- TO DO
Every line in the records below with the string "highway" needs to be copied out.

- DATA IN THIS EXERCISE
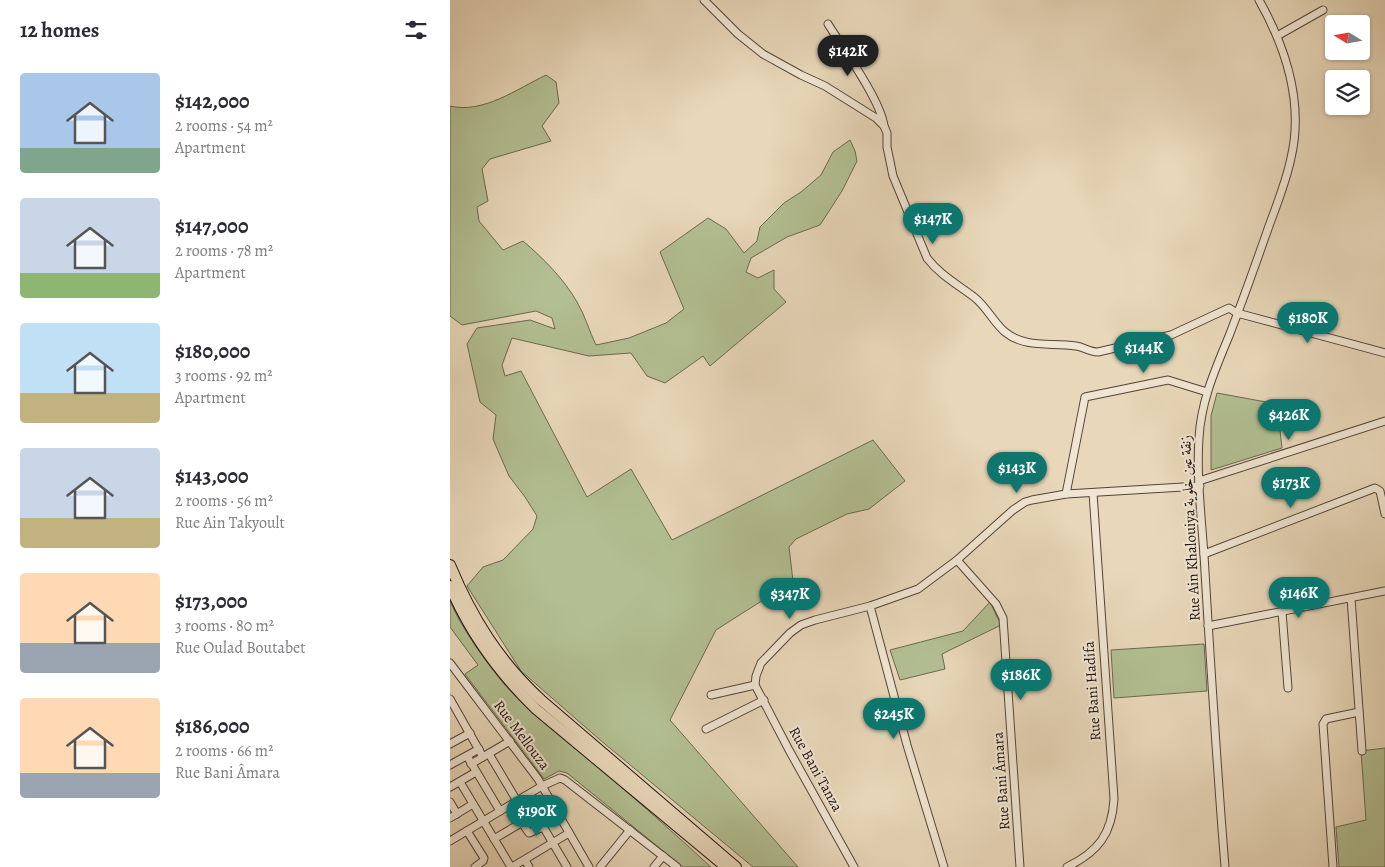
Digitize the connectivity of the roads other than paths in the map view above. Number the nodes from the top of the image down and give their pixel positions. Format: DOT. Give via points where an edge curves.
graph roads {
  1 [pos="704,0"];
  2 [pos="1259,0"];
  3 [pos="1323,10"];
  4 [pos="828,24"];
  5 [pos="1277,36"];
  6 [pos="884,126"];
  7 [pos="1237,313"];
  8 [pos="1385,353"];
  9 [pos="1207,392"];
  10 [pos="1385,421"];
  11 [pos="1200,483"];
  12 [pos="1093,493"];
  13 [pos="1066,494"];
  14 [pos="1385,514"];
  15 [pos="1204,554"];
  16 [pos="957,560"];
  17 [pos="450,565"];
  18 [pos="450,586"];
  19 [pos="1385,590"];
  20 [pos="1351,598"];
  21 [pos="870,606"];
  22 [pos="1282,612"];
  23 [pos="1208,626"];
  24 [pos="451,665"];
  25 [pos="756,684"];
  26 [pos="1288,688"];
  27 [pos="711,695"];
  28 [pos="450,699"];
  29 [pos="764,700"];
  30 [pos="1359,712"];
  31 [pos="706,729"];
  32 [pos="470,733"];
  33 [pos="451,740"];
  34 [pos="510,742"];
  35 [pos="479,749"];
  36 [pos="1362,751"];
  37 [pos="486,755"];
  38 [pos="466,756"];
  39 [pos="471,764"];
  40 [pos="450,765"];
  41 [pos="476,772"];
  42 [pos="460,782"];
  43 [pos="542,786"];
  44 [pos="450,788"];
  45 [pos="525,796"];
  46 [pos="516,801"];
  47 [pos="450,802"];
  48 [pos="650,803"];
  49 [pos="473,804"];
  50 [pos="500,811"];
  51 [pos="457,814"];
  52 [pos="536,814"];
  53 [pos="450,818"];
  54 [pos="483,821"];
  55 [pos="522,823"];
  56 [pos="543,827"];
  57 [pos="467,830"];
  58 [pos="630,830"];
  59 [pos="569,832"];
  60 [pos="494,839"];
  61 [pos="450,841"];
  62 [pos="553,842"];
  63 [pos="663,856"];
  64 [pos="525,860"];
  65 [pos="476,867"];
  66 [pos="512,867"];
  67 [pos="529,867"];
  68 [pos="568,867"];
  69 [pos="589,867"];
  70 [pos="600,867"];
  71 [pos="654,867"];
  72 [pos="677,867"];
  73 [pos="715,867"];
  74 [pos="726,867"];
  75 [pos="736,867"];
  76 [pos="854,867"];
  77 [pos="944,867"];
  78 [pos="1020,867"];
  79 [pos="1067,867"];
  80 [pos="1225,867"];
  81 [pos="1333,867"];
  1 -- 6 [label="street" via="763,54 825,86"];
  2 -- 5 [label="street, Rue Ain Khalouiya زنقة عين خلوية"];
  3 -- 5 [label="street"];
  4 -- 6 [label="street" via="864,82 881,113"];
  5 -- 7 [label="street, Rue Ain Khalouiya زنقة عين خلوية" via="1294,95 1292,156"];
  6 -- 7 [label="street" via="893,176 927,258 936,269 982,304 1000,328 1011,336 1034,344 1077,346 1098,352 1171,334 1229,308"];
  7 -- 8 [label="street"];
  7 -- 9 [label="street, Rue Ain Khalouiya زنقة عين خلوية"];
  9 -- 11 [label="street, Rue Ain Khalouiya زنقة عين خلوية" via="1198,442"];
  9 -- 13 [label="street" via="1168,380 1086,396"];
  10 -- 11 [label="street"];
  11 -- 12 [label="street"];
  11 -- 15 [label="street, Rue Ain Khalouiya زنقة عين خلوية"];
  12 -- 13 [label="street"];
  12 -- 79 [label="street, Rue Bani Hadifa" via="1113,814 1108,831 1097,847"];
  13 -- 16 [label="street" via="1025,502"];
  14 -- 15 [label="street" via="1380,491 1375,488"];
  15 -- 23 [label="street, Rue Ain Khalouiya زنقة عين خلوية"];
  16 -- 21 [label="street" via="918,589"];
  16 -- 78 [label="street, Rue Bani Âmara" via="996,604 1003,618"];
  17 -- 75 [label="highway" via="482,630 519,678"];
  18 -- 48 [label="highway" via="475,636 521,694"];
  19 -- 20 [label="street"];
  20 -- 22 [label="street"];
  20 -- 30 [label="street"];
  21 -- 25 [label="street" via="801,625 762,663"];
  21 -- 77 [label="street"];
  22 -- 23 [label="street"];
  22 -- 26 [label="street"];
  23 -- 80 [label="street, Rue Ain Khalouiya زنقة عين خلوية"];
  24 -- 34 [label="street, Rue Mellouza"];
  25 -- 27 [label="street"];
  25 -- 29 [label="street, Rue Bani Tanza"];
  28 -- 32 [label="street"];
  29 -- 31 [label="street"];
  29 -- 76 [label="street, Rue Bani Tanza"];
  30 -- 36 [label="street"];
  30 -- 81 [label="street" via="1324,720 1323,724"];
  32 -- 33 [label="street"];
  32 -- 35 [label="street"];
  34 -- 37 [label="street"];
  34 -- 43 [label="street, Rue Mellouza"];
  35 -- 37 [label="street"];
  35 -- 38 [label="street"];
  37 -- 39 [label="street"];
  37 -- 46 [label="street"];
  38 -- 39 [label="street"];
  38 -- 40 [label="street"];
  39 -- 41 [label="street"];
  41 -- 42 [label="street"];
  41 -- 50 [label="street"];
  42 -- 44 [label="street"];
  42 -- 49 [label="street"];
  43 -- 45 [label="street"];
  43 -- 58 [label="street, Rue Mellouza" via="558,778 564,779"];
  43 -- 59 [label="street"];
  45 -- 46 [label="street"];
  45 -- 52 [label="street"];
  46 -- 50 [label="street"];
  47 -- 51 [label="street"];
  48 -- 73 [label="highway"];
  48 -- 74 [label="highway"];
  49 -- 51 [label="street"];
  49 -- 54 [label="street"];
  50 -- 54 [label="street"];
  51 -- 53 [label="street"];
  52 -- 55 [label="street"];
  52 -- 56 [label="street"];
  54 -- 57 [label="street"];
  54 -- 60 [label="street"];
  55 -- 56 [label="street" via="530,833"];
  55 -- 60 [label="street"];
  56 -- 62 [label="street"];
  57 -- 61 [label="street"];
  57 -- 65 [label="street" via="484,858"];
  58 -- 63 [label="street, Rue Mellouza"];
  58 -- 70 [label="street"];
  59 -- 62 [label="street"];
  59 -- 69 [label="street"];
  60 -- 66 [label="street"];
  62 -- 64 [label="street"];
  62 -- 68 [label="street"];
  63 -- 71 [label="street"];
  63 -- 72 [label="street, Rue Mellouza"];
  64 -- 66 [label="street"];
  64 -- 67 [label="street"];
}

- SOLUTION FOR THIS EXERCISE
  17 -- 75 [label="highway" via="482,630 519,678"];
  18 -- 48 [label="highway" via="475,636 521,694"];
  48 -- 73 [label="highway"];
  48 -- 74 [label="highway"];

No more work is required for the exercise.